As for cars, yes an imperfect analogy, however, just as one doesn't buy a Patek because they need to know the time, one doesn't buy a Ferrari because you need to transport groceries home.  Each is purely a luxury.  A Ferrari is hardly considered an example of advanced engineering that is integral to daily living.  Patek isn't priced to be a young persons watch, any more than Ferrari is priced to be a young persons car.  I also don't think Patek's target audience has ever been people in their 20s. I don't know about you but when I was in my 20's and early 30's I had no interest in Patek, and they did just fine without my business.  Now that I'm a bit older some of their designs are more appealing to me.    As for what has created the legend,lore, mystique, be it for a high end watch or a high end sports car company...it may vary, but one thing that does not is that their legendary status has helped make them items that are often purchased not just because of their engineering, but often because of less tangible qualities such as beauty, rarity, and because they are seen as a mark of success or achievement. Brand recognition is a very powerful tool for a company, and Patek has it.  I think it would take some tremendous mistakes for them (or AP & VC) to lose their status as the big three.  They've existed and been known as the big three for about 100 years and I doubt that will change, just because of a younger generation. 

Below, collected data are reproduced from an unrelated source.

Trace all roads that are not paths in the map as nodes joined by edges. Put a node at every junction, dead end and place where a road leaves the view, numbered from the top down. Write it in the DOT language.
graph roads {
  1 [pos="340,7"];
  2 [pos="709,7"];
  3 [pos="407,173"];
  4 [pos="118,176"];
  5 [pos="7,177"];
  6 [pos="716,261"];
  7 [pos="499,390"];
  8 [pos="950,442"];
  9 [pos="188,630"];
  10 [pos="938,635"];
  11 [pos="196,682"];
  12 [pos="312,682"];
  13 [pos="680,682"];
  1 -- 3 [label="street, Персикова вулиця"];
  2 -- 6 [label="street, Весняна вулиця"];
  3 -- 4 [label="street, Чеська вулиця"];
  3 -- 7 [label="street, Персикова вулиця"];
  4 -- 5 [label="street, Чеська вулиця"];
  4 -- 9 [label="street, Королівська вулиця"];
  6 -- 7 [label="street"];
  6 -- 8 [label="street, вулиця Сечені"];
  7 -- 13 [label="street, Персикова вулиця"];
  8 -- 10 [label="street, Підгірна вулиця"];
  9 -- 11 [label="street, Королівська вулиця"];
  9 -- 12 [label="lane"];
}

Edited by Dino944 - 1/13/13 at 3:23pm
post #16813 of 39109
Quote:
Originally Posted by Belligero View Post

More often than not, when people buy something expensive that's meant to last, they're not going for trendiness — in many cases, they want what their father or their grandfather had on his wrist. Good design and well-thought-out proportions seem to have an inherent appeal to them that transcends fads and (should) apply to any manufactured good where looks are a factor.

+1.   

I learned a lot about watches from my father.  His beliefs as to what the best brands were/are made a very strong impression on me.  While we differ in taste on certain watch models, we both tend to share a great deal of admiration for the same brands and have had a lot of input on the direction that the other's collection has moved.  Interestingly, he has 2 watches that are larger than any of mine, but both are rather classic in overall design.

post #16814 of 39109
Hmm, good time to drop this one right now I think:

post #16815 of 39109
Quote:
Originally Posted by apropos View Post

Hmm, good time to drop this one right now I think:
I find that there's rarely a bad time for a Reverso. Unfortunately, it's a rarely-worn watch for me, but waterproofness is a big factor for cycling and motorcycling in Norway. Too bad, as they go from denim to near-black-tie very adeptly. The simpler ones like that are simply gorgeous.